I was angry with my parents, not only for their having sent my dog to the pound, but for the fact that they intended to have him taken away without my knowing, so that I couldn't even say goodbye to him. It was the first time I was fully aware of their capacity for callousness. Eventually, I did forgive them for it. I know that, in spite of common stories about how good things used to be, my parents are in fact the products of an age when casual cruelty was considered less shocking. It isn't surprising when people who were children in an age when lynchings were still often tacitly approved aren't that concerned about the fate of animals. Dogs sent to the pound when Sparky was were seldom adopted. Most of them ended up with a large group of dogs in a small chamber from which the air was removed, suffocating them. It usually happened within a couple of days of their being picked up.

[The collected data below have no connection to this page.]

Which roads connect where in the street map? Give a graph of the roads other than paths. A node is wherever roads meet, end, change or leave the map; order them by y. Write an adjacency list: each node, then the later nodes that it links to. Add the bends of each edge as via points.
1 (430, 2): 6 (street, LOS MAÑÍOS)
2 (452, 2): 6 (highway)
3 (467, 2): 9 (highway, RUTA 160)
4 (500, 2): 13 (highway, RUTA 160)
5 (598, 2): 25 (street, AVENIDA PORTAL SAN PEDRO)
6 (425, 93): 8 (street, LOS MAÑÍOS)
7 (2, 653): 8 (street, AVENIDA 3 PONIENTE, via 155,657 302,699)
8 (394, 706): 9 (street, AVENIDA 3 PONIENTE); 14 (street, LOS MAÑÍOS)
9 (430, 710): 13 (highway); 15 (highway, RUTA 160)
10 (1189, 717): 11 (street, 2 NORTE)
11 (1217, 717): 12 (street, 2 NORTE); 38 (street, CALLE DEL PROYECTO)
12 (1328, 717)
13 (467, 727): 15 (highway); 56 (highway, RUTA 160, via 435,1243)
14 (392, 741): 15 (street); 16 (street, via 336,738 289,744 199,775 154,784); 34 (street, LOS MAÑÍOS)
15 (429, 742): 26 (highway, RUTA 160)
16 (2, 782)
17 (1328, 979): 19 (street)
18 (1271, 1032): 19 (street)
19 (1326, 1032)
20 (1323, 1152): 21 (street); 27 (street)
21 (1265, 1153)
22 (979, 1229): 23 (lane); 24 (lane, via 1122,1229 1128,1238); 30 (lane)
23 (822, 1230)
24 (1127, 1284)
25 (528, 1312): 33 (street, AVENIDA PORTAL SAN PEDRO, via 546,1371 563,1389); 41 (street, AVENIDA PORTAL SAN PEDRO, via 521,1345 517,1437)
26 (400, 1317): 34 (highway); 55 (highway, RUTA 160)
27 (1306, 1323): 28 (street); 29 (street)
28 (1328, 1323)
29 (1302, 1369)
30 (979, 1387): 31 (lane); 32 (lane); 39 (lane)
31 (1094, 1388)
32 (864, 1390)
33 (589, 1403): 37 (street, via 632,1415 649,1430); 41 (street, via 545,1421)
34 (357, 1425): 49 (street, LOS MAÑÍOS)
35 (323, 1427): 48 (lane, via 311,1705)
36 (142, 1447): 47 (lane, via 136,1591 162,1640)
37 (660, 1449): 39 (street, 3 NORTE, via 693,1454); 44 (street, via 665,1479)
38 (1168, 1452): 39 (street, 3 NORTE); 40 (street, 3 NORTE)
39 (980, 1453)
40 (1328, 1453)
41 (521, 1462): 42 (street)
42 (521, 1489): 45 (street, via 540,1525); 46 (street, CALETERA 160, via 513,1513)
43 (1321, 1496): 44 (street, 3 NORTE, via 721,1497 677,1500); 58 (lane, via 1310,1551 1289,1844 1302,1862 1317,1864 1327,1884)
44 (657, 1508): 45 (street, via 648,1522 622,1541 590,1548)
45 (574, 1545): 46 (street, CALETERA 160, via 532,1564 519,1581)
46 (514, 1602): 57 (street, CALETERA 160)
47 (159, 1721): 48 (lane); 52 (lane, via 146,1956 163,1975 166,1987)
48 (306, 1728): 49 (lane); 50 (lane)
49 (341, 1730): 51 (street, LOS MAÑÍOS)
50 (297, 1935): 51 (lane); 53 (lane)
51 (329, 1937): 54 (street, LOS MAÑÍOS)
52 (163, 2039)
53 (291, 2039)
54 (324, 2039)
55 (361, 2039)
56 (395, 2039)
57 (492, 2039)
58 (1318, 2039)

I knew that there wasn't much chance that my dog survived and found another home.

For a few days I displayed my anger with a bit of passive-aggressive politeness and by picking flowers from the yard and placing them on Pal's grave. I'm sure my parents got the point, but they never said anything about it. After a while, I was able to go to sleep at night without always remembering how Sparky looked at me when he was being dragged off to a cage in that truck which was full of other unfortunate dogs, all of them whimpering and whining. It was a long time before I had another animal to live with me, and when I did, it was a cat. And, although I have forgiven my parents for what they did, I also know the exact moment when they lost my trust.